*Assignment*: Return the whole listing exactly, omitting the pictures.

*Provided entries*:
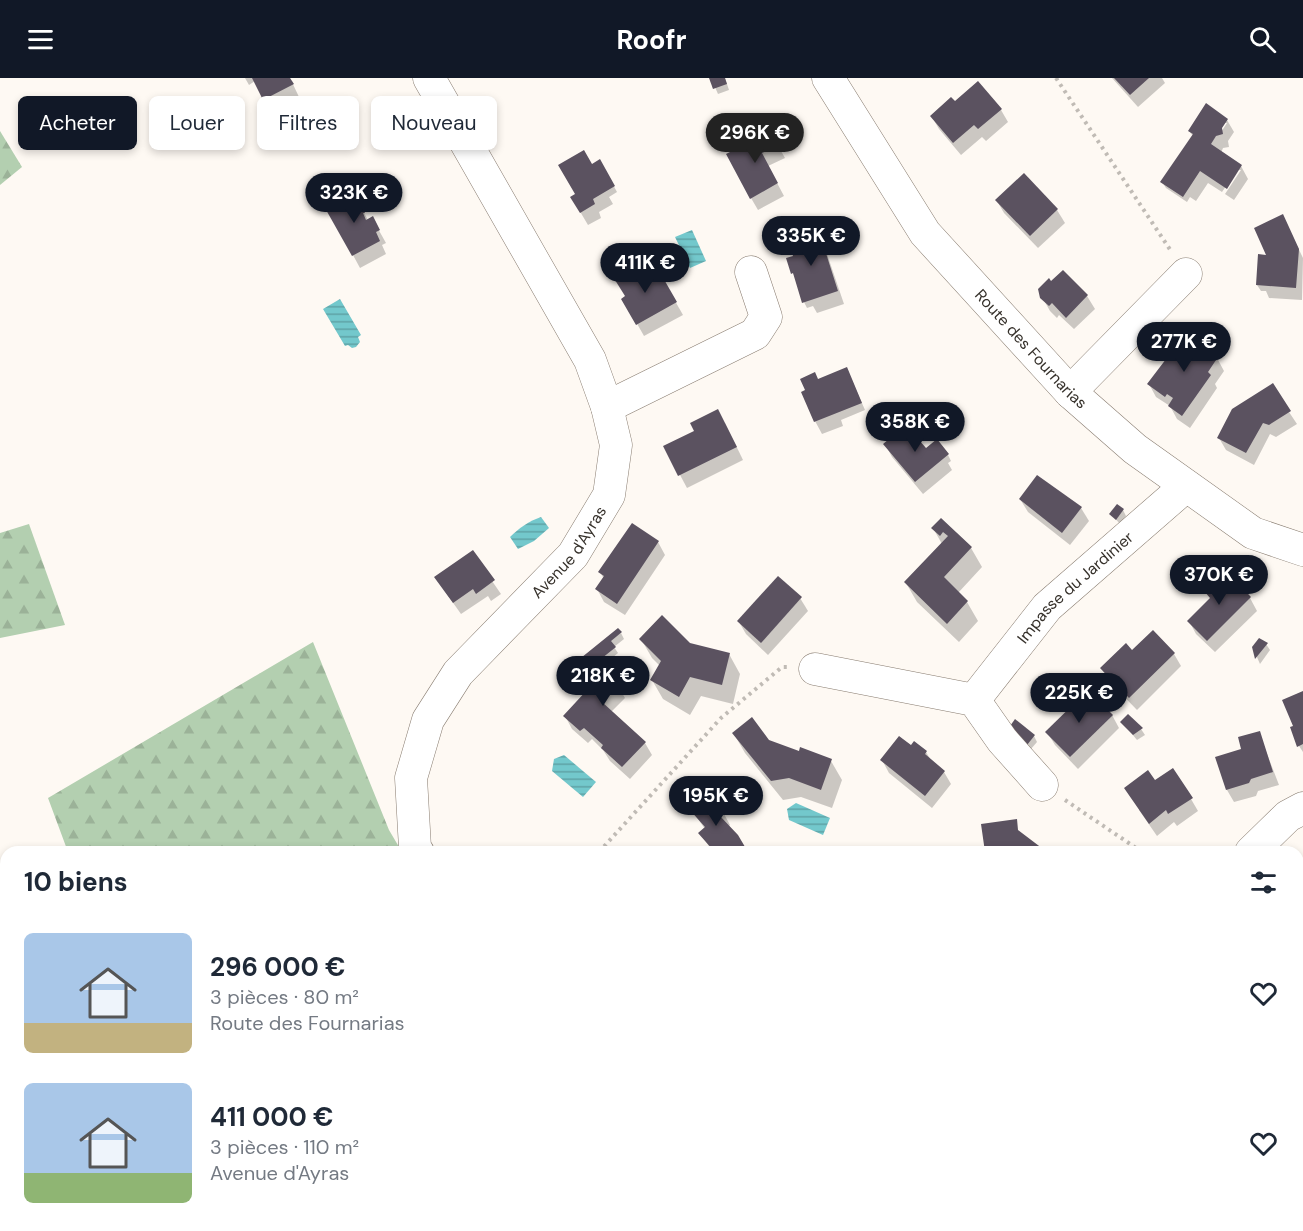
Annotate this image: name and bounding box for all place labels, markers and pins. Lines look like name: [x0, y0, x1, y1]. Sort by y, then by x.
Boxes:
pin: 296K €: [706, 113, 804, 164]
pin: 323K €: [305, 173, 403, 224]
pin: 335K €: [762, 216, 860, 267]
pin: 411K €: [596, 243, 694, 294]
pin: 277K €: [1135, 322, 1233, 373]
pin: 358K €: [866, 402, 964, 453]
pin: 370K €: [1170, 555, 1268, 606]
pin: 218K €: [554, 656, 652, 707]
pin: 225K €: [1030, 673, 1128, 724]
pin: 195K €: [667, 776, 765, 827]

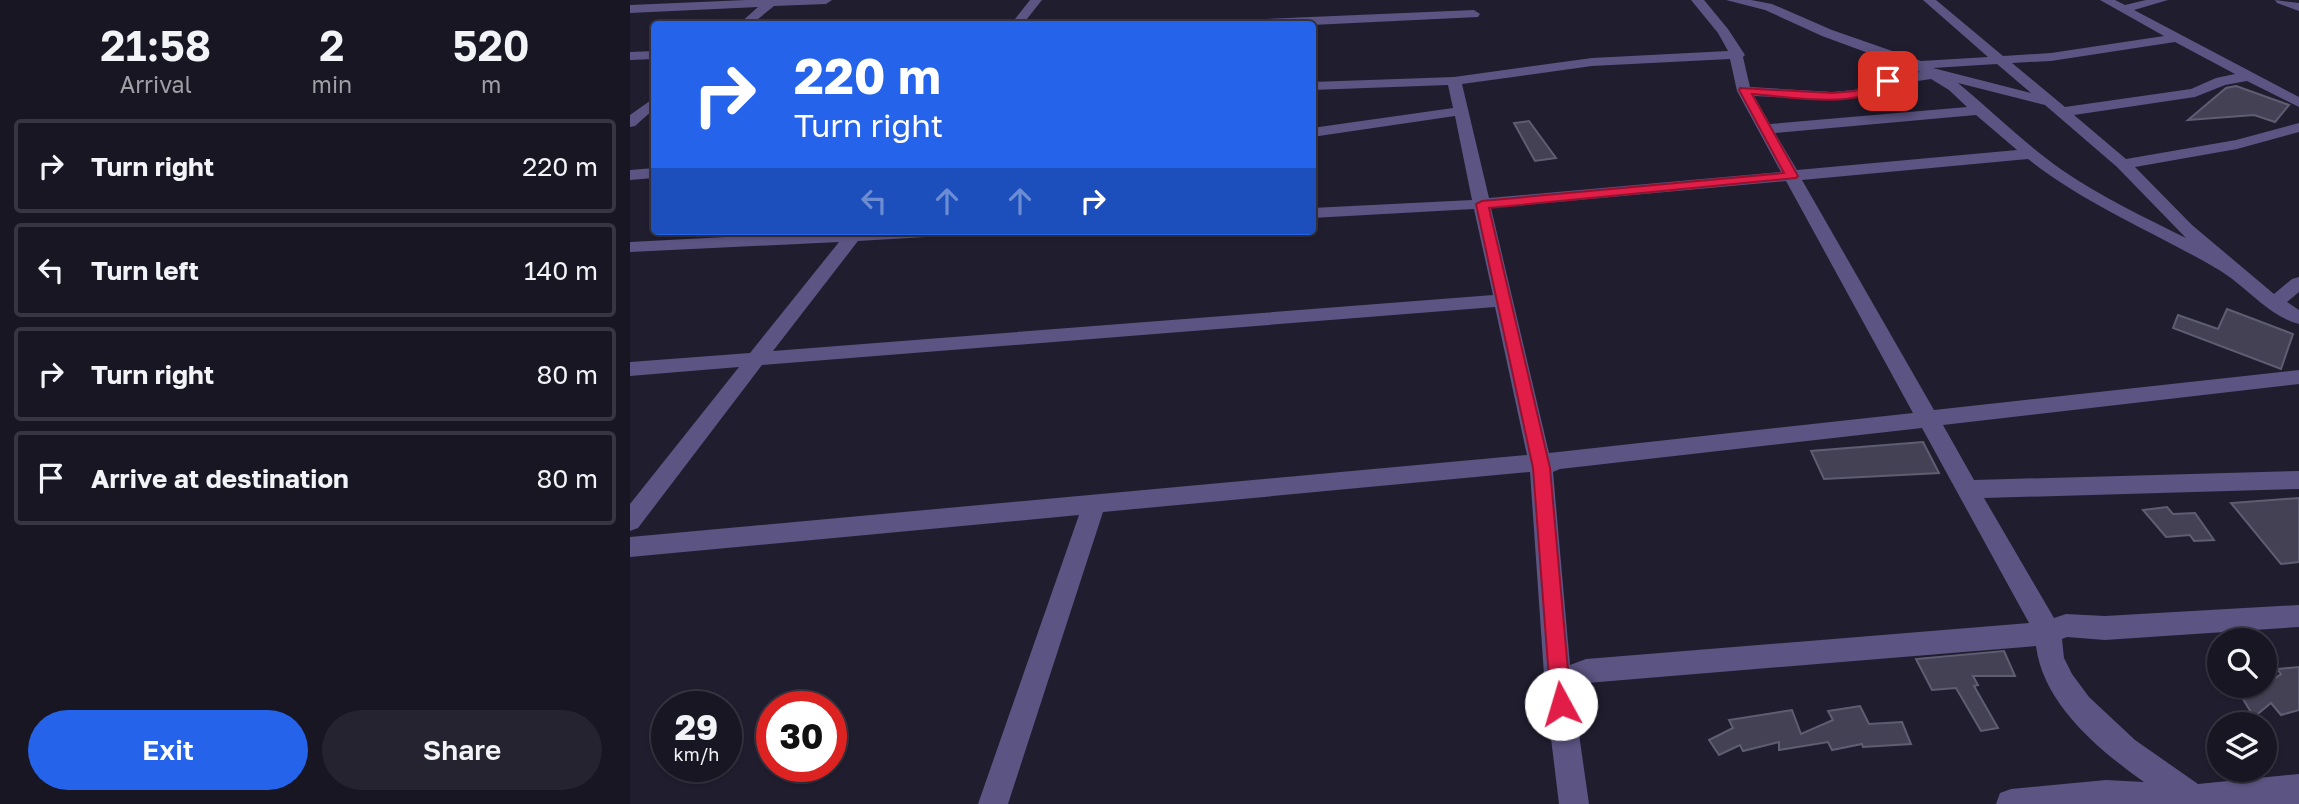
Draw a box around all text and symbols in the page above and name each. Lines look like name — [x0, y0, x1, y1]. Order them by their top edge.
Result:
text: 21:58 — [100, 20, 211, 70]
text: 2 — [319, 20, 344, 70]
text: 520 — [453, 20, 530, 70]
text: 220 m — [794, 46, 941, 105]
icon: right — [679, 49, 770, 140]
pin — [1858, 51, 1918, 111]
icon: arrive — [1869, 62, 1907, 100]
text: Arrival — [120, 70, 192, 98]
text: min — [312, 70, 352, 98]
text: m — [481, 70, 501, 98]
text: Turn right — [794, 106, 943, 144]
icon: right — [32, 147, 70, 185]
text: Turn right — [91, 151, 214, 182]
text: 220 m — [522, 151, 598, 182]
icon: left — [855, 182, 893, 220]
icon: ahead — [928, 182, 966, 220]
icon: ahead — [1001, 182, 1039, 220]
icon: right — [1074, 182, 1112, 220]
icon: left — [32, 251, 70, 289]
text: Turn left — [91, 255, 199, 286]
text: 140 m — [524, 255, 598, 286]
icon: right — [32, 355, 70, 393]
text: Turn right — [91, 359, 214, 390]
text: 80 m — [537, 359, 598, 390]
icon: arrive — [32, 459, 70, 497]
text: Arrive at destination — [91, 463, 349, 494]
text: 80 m — [537, 463, 598, 494]
map controls — [2207, 628, 2277, 782]
button: search — [2207, 628, 2277, 698]
position arrow — [1524, 667, 1598, 741]
speed limit sign: 30 — [756, 691, 847, 782]
text: 29 — [675, 706, 718, 748]
button: Exit — [28, 710, 308, 790]
button: Share — [322, 710, 602, 790]
button: layers — [2207, 712, 2277, 782]
text: km/h — [674, 743, 719, 765]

*Written solution*:
Annotate this image: name and bounding box for all place labels, markers and pins. Lines look like name: [x0, y0, x1, y1]. Sort by y, then by x.
Boxes:
pin: 296K €: [706, 113, 804, 164]
pin: 323K €: [305, 173, 403, 224]
pin: 335K €: [762, 216, 860, 267]
pin: 411K €: [596, 243, 694, 294]
pin: 277K €: [1135, 322, 1233, 373]
pin: 358K €: [866, 402, 964, 453]
pin: 370K €: [1170, 555, 1268, 606]
pin: 218K €: [554, 656, 652, 707]
pin: 225K €: [1030, 673, 1128, 724]
pin: 195K €: [667, 776, 765, 827]

Draw a box around all text and symbols in the page above and name each. Lines look like name — [x0, y0, x1, y1]. Order them by their top edge.
Result:
text: 21:58 — [100, 20, 211, 70]
text: 2 — [319, 20, 344, 70]
text: 520 — [453, 20, 530, 70]
text: 220 m — [794, 46, 941, 105]
icon: right — [679, 49, 770, 140]
pin — [1858, 51, 1918, 111]
icon: arrive — [1869, 62, 1907, 100]
text: Arrival — [120, 70, 192, 98]
text: min — [312, 70, 352, 98]
text: m — [481, 70, 501, 98]
text: Turn right — [794, 106, 943, 144]
icon: right — [32, 147, 70, 185]
text: Turn right — [91, 151, 214, 182]
text: 220 m — [522, 151, 598, 182]
icon: left — [855, 182, 893, 220]
icon: ahead — [928, 182, 966, 220]
icon: ahead — [1001, 182, 1039, 220]
icon: right — [1074, 182, 1112, 220]
icon: left — [32, 251, 70, 289]
text: Turn left — [91, 255, 199, 286]
text: 140 m — [524, 255, 598, 286]
icon: right — [32, 355, 70, 393]
text: Turn right — [91, 359, 214, 390]
text: 80 m — [537, 359, 598, 390]
icon: arrive — [32, 459, 70, 497]
text: Arrive at destination — [91, 463, 349, 494]
text: 80 m — [537, 463, 598, 494]
map controls — [2207, 628, 2277, 782]
button: search — [2207, 628, 2277, 698]
position arrow — [1524, 667, 1598, 741]
speed limit sign: 30 — [756, 691, 847, 782]
text: 29 — [675, 706, 718, 748]
button: Exit — [28, 710, 308, 790]
button: Share — [322, 710, 602, 790]
button: layers — [2207, 712, 2277, 782]
text: km/h — [674, 743, 719, 765]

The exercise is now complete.